╭─ Supplied records

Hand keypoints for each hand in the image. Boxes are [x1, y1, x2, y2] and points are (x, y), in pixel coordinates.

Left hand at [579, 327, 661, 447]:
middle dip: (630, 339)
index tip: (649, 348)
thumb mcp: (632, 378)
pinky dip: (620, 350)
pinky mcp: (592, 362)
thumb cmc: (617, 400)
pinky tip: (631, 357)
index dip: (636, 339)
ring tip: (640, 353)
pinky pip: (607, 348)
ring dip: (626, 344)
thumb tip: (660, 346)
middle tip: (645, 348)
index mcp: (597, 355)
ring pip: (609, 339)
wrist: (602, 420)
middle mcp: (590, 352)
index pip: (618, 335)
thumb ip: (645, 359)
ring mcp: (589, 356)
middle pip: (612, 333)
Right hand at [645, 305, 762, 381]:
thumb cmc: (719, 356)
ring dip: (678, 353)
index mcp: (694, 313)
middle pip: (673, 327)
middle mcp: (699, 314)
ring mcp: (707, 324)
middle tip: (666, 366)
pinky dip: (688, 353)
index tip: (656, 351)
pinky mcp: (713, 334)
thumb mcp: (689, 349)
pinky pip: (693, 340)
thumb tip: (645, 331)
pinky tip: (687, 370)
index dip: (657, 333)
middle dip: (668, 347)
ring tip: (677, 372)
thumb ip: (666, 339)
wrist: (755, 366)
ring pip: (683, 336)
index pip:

╰─
╭─ Supplied records

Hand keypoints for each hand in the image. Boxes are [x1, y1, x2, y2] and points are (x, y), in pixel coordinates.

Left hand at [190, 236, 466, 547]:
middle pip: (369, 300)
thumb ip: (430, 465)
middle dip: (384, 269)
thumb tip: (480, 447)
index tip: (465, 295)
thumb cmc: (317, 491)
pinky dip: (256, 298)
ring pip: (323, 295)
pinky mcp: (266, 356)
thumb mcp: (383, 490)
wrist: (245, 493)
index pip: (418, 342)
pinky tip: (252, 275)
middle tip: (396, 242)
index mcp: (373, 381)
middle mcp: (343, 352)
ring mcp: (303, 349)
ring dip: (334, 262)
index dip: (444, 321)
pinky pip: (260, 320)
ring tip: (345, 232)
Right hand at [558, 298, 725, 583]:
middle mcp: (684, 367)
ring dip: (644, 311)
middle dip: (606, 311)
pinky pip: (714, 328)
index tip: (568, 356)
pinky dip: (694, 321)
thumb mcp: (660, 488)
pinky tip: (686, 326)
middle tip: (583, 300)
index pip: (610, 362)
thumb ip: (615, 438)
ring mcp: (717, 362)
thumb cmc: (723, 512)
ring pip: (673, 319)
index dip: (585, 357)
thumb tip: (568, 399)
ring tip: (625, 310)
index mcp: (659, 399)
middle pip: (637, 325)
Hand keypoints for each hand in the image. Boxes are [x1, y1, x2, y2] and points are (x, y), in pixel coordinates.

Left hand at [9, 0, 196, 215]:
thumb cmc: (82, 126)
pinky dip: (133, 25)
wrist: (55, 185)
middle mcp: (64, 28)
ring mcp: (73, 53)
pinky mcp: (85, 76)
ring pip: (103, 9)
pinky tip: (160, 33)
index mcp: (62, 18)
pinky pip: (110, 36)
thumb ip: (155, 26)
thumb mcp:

╰─
╭─ Supplied records

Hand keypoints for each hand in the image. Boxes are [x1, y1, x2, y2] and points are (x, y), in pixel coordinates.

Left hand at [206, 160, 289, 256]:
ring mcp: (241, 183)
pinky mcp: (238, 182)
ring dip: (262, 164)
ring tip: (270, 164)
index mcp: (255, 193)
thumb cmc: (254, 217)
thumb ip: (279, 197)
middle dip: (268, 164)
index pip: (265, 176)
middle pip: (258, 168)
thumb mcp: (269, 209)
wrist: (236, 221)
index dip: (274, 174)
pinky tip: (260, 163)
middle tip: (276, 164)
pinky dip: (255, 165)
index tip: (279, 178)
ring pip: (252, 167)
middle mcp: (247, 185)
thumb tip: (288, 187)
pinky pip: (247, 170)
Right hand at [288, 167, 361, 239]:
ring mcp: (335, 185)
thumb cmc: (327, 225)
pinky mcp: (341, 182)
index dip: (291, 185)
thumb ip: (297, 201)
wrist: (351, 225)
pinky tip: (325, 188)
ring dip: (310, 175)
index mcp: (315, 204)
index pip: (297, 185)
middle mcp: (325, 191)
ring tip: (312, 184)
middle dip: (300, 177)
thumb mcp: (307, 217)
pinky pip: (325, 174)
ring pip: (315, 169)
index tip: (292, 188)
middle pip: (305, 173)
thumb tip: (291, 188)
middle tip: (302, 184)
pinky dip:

╰─

# Required work
Nothing but the lines holding the word "wrist" should be returned from the listing above.

# Answer area
wrist: (602, 420)
wrist: (755, 366)
wrist: (245, 493)
wrist: (55, 185)
wrist: (236, 221)
wrist: (351, 225)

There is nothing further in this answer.